## WHAT YOU HAVE TO DO
Where the records below have a line with "Avenue", that line is to be copied.

[Records from a dataset]
§ §

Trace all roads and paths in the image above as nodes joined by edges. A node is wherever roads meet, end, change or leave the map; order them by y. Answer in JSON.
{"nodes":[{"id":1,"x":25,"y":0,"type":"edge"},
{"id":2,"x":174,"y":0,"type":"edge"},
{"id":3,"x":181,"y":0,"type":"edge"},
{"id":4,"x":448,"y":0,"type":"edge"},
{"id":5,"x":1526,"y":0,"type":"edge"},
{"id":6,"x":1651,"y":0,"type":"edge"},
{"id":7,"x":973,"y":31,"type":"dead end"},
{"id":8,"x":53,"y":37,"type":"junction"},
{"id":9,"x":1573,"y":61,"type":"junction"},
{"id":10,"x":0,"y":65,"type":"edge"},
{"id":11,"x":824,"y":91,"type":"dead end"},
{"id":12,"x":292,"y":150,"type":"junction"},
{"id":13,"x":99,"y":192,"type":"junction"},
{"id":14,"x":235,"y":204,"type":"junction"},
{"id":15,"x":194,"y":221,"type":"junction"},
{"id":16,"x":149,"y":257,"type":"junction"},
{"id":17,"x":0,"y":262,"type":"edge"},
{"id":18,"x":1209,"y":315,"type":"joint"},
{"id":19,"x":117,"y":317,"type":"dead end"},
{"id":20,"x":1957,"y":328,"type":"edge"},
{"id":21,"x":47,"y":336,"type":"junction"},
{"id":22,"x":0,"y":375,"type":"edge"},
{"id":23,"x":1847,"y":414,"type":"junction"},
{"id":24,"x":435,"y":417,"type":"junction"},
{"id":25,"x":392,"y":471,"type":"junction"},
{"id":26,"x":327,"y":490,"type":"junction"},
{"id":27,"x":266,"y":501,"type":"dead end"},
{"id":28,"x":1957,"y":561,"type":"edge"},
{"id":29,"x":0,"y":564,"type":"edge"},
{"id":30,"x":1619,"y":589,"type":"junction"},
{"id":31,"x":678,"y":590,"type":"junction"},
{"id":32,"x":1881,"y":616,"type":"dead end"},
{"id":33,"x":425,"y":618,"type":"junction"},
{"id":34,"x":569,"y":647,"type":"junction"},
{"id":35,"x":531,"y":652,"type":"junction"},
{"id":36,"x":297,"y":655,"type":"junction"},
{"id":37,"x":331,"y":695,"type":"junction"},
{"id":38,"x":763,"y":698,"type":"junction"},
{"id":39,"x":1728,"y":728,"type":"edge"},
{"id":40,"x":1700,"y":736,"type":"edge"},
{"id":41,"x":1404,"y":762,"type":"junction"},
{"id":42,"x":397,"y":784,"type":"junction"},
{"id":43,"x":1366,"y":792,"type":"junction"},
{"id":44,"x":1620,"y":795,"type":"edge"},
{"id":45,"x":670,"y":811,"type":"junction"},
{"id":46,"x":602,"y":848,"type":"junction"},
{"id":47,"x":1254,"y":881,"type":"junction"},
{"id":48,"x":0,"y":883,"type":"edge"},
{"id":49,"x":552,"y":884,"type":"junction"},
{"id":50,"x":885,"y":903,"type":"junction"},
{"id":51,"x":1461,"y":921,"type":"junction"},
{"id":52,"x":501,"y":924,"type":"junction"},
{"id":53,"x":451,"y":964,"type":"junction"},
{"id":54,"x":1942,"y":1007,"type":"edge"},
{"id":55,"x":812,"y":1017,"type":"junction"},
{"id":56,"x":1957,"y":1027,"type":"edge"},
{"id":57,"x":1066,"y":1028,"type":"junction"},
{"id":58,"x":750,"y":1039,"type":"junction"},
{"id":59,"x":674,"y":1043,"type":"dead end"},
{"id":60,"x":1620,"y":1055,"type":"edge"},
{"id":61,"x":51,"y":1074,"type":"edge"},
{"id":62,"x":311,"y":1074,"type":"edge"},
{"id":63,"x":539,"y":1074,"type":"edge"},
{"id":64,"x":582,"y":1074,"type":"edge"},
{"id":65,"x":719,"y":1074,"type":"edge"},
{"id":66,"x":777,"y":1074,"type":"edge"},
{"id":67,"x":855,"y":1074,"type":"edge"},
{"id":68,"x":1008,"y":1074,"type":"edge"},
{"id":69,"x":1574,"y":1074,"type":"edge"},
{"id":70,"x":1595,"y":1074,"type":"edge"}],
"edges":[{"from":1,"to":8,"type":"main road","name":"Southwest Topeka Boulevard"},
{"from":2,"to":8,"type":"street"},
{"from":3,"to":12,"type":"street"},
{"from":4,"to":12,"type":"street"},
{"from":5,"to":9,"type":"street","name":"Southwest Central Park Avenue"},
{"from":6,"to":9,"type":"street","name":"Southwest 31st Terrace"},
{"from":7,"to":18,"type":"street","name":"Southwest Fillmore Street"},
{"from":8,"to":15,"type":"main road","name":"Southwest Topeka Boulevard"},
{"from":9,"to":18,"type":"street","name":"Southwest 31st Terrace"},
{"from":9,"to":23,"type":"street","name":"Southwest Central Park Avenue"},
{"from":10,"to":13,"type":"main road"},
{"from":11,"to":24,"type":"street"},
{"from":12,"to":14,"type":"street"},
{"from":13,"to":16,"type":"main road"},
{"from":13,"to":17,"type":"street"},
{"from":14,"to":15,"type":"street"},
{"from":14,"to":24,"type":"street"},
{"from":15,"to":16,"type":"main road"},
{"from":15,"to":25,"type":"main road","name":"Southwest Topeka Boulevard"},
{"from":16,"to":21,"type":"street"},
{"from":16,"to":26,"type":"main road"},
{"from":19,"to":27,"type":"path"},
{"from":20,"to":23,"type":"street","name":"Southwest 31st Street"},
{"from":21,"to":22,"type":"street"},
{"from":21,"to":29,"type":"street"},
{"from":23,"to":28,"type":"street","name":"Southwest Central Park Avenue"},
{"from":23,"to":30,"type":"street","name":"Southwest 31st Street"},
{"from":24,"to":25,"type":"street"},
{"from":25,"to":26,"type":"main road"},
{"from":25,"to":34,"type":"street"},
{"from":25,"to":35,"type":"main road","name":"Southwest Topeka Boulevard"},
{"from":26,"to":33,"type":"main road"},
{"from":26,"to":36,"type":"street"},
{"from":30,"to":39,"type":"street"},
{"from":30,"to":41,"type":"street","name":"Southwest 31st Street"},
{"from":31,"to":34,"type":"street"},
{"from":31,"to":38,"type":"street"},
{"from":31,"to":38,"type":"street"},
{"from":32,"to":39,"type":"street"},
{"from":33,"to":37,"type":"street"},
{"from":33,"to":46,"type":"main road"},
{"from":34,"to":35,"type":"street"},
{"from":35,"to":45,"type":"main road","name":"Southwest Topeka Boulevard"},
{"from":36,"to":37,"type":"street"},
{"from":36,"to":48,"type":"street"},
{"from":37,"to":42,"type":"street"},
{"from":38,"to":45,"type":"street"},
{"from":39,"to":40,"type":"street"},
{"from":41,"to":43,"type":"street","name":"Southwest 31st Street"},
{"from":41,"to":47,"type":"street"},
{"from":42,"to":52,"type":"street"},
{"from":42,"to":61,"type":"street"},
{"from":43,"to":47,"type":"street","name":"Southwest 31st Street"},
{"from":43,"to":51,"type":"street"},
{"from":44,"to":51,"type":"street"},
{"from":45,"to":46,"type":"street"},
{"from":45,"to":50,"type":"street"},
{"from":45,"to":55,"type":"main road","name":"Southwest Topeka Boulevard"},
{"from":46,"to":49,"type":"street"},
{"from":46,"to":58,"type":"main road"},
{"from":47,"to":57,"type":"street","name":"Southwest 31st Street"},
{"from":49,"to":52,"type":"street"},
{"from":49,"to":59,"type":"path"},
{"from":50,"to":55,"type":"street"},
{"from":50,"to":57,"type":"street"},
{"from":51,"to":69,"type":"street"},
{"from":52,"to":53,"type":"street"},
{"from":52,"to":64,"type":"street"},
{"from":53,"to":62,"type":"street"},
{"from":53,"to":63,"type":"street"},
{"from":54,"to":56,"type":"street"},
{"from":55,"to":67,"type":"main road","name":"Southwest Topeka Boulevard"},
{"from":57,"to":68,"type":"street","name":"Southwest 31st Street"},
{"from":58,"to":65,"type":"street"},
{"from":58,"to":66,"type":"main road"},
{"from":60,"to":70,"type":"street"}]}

§ §

## RESULT
{"from":5,"to":9,"type":"street","name":"Southwest Central Park Avenue"},
{"from":9,"to":23,"type":"street","name":"Southwest Central Park Avenue"},
{"from":23,"to":28,"type":"street","name":"Southwest Central Park Avenue"},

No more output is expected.